◆ What you should do
Report back the lines in this listing that carry the string "Garron".

[Material to process]

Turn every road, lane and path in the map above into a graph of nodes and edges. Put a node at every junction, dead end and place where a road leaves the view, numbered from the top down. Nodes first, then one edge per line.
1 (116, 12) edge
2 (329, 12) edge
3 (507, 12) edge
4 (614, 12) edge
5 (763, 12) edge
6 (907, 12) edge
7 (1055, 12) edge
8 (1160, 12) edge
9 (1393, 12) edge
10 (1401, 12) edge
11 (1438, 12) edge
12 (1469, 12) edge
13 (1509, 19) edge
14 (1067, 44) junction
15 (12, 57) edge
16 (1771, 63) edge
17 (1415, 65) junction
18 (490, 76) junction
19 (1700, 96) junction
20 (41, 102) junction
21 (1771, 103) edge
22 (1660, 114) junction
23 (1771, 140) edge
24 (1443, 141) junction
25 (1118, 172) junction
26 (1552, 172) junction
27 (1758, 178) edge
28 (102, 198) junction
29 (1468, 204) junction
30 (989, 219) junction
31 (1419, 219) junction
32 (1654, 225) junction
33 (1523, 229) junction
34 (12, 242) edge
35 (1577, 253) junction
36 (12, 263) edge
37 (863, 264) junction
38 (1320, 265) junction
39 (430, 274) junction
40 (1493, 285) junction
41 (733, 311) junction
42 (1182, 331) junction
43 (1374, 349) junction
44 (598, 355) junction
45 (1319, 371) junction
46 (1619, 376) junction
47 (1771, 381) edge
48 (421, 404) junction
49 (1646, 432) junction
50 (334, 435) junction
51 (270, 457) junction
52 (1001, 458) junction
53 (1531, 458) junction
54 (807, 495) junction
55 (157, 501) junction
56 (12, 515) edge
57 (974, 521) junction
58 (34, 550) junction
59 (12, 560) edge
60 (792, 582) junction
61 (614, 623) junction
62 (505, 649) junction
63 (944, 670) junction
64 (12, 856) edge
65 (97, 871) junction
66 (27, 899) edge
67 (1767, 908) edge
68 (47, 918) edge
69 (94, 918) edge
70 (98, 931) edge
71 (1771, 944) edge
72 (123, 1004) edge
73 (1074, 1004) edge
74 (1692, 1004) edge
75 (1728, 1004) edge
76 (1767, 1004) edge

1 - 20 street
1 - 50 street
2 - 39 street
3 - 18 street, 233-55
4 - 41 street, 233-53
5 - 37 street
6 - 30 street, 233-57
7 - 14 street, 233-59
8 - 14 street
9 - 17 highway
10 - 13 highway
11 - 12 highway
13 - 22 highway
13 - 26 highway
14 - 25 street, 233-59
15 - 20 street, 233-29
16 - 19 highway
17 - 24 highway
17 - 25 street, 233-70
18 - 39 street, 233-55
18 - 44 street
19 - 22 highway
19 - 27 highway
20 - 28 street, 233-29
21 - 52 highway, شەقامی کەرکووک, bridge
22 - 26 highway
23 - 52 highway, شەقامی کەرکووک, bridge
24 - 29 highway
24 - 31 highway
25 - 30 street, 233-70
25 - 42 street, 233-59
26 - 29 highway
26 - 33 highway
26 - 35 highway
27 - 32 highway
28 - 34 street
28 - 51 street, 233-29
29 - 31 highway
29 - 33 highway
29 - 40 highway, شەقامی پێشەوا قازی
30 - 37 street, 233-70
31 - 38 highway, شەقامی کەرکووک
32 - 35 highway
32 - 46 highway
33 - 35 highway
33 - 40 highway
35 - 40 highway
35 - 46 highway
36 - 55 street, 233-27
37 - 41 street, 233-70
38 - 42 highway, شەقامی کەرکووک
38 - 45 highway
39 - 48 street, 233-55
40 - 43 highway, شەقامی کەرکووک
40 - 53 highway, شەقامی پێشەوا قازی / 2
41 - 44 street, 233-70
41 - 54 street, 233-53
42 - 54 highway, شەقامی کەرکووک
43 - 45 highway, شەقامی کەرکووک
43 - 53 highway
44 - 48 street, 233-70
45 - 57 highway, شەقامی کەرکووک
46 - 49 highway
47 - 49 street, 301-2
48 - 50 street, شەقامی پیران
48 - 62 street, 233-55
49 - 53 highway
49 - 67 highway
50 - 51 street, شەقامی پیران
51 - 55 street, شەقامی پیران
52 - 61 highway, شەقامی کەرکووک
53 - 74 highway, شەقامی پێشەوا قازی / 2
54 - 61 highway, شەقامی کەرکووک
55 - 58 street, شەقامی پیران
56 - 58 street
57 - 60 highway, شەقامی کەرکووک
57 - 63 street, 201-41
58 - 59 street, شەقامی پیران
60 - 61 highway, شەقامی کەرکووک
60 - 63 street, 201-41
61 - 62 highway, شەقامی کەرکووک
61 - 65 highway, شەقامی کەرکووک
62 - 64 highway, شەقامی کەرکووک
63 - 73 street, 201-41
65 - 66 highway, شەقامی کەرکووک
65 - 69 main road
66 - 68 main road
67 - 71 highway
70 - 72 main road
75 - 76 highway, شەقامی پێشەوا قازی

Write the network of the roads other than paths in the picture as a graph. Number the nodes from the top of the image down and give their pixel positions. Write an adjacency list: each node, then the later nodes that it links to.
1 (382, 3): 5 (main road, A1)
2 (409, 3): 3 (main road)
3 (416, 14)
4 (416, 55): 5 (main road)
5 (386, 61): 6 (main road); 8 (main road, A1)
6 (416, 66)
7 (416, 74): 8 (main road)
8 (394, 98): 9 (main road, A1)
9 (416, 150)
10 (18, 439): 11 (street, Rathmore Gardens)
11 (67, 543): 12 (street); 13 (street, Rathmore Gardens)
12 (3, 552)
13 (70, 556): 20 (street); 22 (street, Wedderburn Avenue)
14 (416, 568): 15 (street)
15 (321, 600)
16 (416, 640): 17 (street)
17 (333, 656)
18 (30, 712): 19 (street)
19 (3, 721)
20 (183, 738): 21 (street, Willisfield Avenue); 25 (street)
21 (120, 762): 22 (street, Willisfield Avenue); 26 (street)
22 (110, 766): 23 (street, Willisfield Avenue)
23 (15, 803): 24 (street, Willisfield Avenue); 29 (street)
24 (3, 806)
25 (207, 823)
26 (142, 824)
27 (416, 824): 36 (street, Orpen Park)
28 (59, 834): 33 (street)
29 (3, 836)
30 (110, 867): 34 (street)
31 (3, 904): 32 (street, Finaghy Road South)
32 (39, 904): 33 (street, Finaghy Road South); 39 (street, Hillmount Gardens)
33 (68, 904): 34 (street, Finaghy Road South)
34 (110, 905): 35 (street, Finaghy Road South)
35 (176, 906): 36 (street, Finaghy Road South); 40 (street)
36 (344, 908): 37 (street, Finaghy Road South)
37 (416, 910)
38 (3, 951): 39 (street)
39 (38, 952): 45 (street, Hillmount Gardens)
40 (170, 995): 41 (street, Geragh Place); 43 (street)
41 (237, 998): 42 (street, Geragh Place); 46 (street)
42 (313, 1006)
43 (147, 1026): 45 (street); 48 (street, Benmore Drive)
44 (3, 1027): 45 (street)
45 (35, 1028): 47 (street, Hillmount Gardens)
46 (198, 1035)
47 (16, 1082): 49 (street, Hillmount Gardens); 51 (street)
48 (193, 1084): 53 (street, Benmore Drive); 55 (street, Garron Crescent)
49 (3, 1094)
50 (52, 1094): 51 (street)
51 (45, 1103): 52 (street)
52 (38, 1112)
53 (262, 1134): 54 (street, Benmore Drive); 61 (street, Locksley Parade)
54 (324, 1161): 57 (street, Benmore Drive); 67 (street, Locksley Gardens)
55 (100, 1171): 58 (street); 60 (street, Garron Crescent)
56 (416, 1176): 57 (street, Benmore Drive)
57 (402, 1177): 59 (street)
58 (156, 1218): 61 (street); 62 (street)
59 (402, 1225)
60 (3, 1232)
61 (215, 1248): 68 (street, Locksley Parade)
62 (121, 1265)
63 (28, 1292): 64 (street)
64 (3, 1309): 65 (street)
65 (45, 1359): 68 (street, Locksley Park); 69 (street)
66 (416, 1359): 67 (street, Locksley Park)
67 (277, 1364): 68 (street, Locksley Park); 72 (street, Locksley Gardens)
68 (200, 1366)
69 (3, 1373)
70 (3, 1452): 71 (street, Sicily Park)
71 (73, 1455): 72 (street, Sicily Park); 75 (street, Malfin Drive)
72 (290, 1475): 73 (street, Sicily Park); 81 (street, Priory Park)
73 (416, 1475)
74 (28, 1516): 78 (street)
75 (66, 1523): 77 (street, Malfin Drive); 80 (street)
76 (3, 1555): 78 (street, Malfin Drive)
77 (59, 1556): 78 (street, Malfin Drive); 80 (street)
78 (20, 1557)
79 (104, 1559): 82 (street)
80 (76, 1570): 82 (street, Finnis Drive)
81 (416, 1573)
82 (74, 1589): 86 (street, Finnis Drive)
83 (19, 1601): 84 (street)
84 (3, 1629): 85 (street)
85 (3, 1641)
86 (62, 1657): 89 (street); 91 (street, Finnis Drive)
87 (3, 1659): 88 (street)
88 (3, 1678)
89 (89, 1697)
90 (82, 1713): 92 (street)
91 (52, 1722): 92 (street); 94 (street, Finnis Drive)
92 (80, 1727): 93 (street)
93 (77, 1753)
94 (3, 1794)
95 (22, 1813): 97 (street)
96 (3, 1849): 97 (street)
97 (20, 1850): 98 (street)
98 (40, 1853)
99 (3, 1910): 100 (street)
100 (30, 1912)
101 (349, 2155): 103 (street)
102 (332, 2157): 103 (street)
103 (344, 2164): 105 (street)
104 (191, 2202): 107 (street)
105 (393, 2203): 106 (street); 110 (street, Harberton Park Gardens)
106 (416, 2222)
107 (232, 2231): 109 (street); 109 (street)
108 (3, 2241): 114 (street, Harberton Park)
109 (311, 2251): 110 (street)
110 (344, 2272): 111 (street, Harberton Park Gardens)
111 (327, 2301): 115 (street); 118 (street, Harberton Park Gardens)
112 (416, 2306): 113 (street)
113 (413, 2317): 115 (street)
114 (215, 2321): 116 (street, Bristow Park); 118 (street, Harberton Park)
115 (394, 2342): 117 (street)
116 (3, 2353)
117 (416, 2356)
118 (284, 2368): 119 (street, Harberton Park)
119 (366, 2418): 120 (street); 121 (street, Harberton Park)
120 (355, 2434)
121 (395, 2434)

[/Material to process]

◆ Reply
48 (193, 1084): 53 (street, Benmore Drive); 55 (street, Garron Crescent)
55 (100, 1171): 58 (street); 60 (street, Garron Crescent)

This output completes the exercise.